Data records:

Start of Block

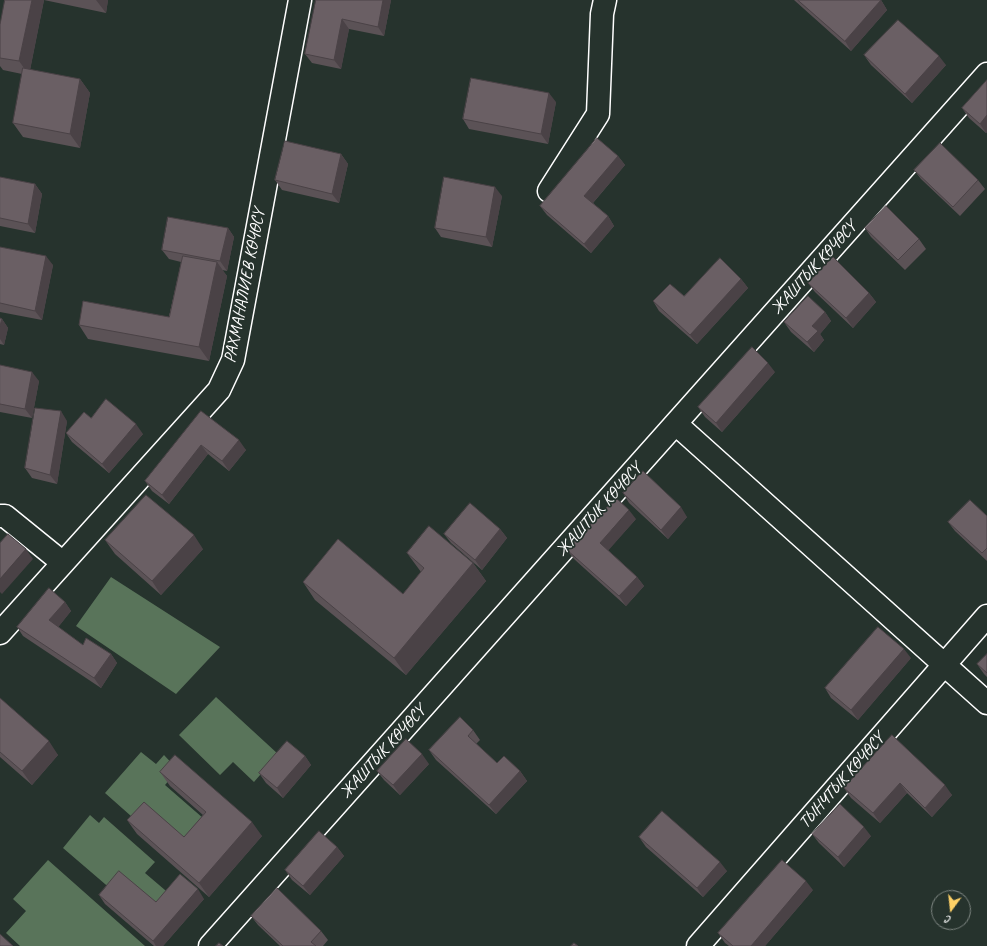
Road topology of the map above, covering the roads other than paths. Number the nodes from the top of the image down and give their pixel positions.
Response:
1 (300, 0) edge
2 (605, 0) edge
3 (987, 74) edge
4 (549, 192) dead end
5 (676, 424) junction
6 (0, 516) edge
7 (62, 563) junction
8 (987, 616) edge
9 (0, 633) edge
10 (944, 664) junction
11 (987, 703) edge
12 (210, 946) edge
13 (698, 946) edge

1 - 7 street, РАХМАНАЛИЕВ КӨЧӨСҮ
2 - 4 street
3 - 5 street, ЖАШТЫК КӨЧӨСҮ
5 - 10 street
5 - 12 street, ЖАШТЫК КӨЧӨСҮ
6 - 7 street
7 - 9 street, РАХМАНАЛИЕВ КӨЧӨСҮ
8 - 10 street, ТЫНЧТЫК КӨЧӨСҮ
10 - 11 street
10 - 13 street, ТЫНЧТЫК КӨЧӨСҮ

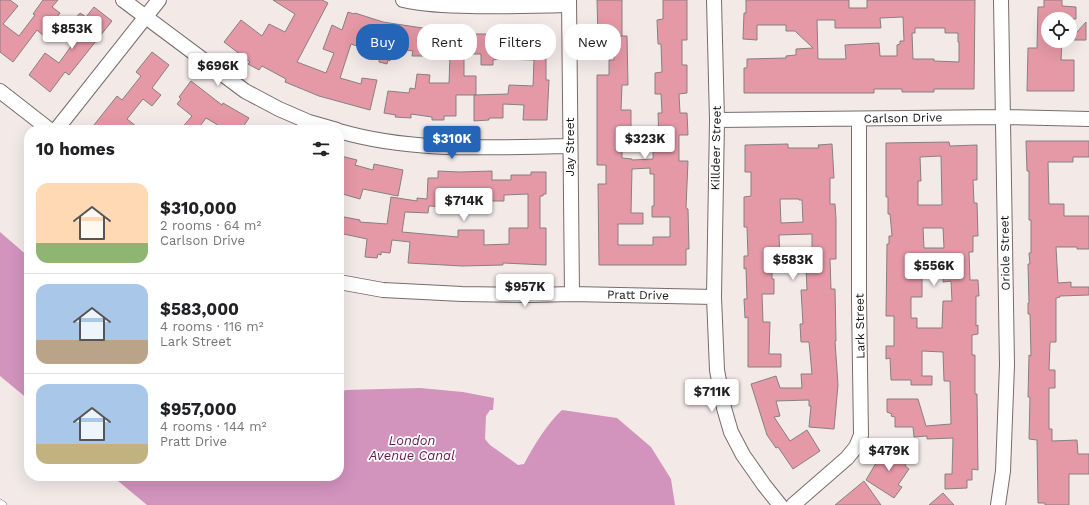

End of Block

What the task requires: Leaving out only the pictures, retype every record exactly.

Completed exercise:
Road topology of the map above, covering the roads other than paths. Number the nodes from the top of the image down and give their pixel positions.
Response:
1 (300, 0) edge
2 (605, 0) edge
3 (987, 74) edge
4 (549, 192) dead end
5 (676, 424) junction
6 (0, 516) edge
7 (62, 563) junction
8 (987, 616) edge
9 (0, 633) edge
10 (944, 664) junction
11 (987, 703) edge
12 (210, 946) edge
13 (698, 946) edge

1 - 7 street, РАХМАНАЛИЕВ КӨЧӨСҮ
2 - 4 street
3 - 5 street, ЖАШТЫК КӨЧӨСҮ
5 - 10 street
5 - 12 street, ЖАШТЫК КӨЧӨСҮ
6 - 7 street
7 - 9 street, РАХМАНАЛИЕВ КӨЧӨСҮ
8 - 10 street, ТЫНЧТЫК КӨЧӨСҮ
10 - 11 street
10 - 13 street, ТЫНЧТЫК КӨЧӨСҮ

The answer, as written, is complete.